__Exercise directions__.
Which lines below contain the word "Rosenthal"? Copy each one.

__Material for the task__.
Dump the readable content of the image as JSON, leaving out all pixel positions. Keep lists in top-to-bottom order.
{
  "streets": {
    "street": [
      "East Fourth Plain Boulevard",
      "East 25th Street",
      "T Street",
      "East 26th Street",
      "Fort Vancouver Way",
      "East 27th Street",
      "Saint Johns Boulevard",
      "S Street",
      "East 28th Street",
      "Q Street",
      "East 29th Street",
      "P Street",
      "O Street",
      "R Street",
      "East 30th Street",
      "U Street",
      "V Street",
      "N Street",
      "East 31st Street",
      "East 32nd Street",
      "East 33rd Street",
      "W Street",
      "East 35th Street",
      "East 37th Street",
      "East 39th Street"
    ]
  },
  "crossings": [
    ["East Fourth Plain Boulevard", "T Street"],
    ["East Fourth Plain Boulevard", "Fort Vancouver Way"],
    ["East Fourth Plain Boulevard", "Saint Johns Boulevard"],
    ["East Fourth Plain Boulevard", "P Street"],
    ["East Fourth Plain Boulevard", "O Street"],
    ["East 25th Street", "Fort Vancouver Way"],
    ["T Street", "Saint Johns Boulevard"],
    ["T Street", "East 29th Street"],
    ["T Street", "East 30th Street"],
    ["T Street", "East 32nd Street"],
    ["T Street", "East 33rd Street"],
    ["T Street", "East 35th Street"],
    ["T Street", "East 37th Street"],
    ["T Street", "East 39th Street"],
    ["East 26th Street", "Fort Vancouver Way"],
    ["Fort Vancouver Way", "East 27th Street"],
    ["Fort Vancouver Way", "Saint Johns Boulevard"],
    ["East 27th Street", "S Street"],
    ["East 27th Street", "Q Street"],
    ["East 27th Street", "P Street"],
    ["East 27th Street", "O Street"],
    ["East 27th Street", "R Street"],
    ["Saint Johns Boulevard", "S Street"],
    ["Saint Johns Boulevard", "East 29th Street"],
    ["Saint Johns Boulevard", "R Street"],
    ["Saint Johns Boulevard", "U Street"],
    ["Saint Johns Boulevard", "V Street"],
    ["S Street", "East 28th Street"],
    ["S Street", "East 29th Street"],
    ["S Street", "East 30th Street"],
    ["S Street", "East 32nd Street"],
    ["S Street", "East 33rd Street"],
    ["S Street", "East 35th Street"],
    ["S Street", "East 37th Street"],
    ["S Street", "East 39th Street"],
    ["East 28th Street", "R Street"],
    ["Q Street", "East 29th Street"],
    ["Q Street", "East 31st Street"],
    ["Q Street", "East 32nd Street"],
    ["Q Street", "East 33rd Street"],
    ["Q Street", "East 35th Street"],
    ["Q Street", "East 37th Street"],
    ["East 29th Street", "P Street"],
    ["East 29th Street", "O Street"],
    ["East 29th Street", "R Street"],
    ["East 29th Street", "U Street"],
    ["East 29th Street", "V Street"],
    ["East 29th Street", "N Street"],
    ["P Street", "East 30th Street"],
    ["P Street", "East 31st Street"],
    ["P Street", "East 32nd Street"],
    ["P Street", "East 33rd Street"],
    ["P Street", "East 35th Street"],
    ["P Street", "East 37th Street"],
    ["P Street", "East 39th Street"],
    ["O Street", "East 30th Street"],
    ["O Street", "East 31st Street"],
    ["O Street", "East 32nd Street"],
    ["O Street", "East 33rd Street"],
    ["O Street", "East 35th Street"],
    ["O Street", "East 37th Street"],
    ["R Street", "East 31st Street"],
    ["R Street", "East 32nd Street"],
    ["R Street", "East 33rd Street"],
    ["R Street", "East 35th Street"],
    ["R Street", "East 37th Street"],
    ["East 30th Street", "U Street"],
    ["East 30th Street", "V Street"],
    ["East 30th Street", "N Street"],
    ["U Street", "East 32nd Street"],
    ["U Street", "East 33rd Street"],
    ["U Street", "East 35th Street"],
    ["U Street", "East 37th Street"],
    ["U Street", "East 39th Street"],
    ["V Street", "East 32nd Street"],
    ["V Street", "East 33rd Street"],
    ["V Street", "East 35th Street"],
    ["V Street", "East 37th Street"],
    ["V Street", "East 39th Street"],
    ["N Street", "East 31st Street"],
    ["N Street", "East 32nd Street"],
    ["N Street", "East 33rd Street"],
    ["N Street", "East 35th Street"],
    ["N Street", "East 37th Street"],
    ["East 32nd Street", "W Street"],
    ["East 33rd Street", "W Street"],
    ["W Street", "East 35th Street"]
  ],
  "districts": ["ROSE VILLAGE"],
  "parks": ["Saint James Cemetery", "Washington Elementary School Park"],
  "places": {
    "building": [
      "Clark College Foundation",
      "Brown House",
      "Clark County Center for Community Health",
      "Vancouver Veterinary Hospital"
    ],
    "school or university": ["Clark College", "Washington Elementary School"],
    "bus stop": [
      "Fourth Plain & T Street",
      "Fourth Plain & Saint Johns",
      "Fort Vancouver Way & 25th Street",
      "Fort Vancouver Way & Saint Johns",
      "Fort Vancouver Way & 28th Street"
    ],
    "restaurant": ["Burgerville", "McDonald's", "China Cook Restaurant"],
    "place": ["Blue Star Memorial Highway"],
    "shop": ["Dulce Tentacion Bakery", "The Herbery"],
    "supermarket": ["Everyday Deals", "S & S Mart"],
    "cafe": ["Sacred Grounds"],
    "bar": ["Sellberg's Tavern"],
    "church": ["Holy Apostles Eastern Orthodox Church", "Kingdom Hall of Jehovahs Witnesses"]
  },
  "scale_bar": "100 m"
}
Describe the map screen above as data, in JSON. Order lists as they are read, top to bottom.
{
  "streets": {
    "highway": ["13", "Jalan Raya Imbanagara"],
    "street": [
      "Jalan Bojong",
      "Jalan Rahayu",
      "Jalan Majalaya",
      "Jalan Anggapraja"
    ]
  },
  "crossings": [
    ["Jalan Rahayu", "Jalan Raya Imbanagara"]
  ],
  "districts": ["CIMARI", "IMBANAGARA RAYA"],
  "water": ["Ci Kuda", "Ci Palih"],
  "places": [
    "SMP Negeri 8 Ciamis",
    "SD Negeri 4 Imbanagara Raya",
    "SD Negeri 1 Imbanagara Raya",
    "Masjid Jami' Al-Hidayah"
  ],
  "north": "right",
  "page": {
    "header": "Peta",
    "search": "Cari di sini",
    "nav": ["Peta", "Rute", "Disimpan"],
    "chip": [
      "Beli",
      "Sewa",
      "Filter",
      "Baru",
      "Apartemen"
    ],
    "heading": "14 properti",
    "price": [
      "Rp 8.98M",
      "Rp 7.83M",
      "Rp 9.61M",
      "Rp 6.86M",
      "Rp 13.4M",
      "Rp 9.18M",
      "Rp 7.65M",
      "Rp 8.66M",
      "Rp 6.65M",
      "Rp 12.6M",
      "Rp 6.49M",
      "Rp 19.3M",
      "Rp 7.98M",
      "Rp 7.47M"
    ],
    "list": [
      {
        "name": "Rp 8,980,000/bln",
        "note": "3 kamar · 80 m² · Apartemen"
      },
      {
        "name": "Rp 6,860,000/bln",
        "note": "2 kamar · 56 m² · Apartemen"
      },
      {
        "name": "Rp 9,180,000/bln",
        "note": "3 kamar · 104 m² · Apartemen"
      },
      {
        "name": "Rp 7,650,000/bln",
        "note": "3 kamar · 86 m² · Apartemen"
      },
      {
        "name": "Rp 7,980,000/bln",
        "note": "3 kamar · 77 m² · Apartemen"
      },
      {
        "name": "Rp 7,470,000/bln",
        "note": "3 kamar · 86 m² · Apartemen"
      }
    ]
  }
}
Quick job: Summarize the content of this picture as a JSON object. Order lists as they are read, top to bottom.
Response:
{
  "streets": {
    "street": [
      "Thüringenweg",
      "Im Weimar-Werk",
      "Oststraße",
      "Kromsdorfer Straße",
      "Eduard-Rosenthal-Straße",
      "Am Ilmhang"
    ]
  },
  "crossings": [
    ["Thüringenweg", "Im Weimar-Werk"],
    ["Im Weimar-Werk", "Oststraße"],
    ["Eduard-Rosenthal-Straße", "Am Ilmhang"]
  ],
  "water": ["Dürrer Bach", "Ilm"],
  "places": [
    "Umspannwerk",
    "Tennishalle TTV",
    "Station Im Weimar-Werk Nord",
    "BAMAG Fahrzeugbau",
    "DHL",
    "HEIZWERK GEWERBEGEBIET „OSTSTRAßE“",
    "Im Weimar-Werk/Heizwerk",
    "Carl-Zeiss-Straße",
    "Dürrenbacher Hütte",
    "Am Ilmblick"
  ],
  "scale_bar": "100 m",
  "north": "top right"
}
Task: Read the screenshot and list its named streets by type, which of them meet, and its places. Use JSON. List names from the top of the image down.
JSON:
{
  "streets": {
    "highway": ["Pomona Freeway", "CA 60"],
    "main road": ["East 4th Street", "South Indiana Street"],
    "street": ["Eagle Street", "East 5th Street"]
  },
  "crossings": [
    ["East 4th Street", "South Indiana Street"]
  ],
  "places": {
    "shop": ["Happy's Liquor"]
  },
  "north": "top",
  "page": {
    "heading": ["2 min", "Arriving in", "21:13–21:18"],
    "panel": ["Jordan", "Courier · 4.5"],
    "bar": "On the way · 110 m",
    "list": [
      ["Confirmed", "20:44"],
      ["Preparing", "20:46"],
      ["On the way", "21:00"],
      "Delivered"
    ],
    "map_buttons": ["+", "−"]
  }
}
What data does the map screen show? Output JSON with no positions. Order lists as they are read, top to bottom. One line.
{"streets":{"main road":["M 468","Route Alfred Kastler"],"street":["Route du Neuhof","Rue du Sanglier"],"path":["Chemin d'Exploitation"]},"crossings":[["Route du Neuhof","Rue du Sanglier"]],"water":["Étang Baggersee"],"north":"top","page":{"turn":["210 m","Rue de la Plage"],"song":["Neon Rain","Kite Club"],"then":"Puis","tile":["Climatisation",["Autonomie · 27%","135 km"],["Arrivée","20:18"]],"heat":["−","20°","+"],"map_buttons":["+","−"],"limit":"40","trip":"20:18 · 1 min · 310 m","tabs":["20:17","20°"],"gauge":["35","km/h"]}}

__Exercise result__.
      "Eduard-Rosenthal-Straße",
    ["Eduard-Rosenthal-Straße", "Am Ilmhang"]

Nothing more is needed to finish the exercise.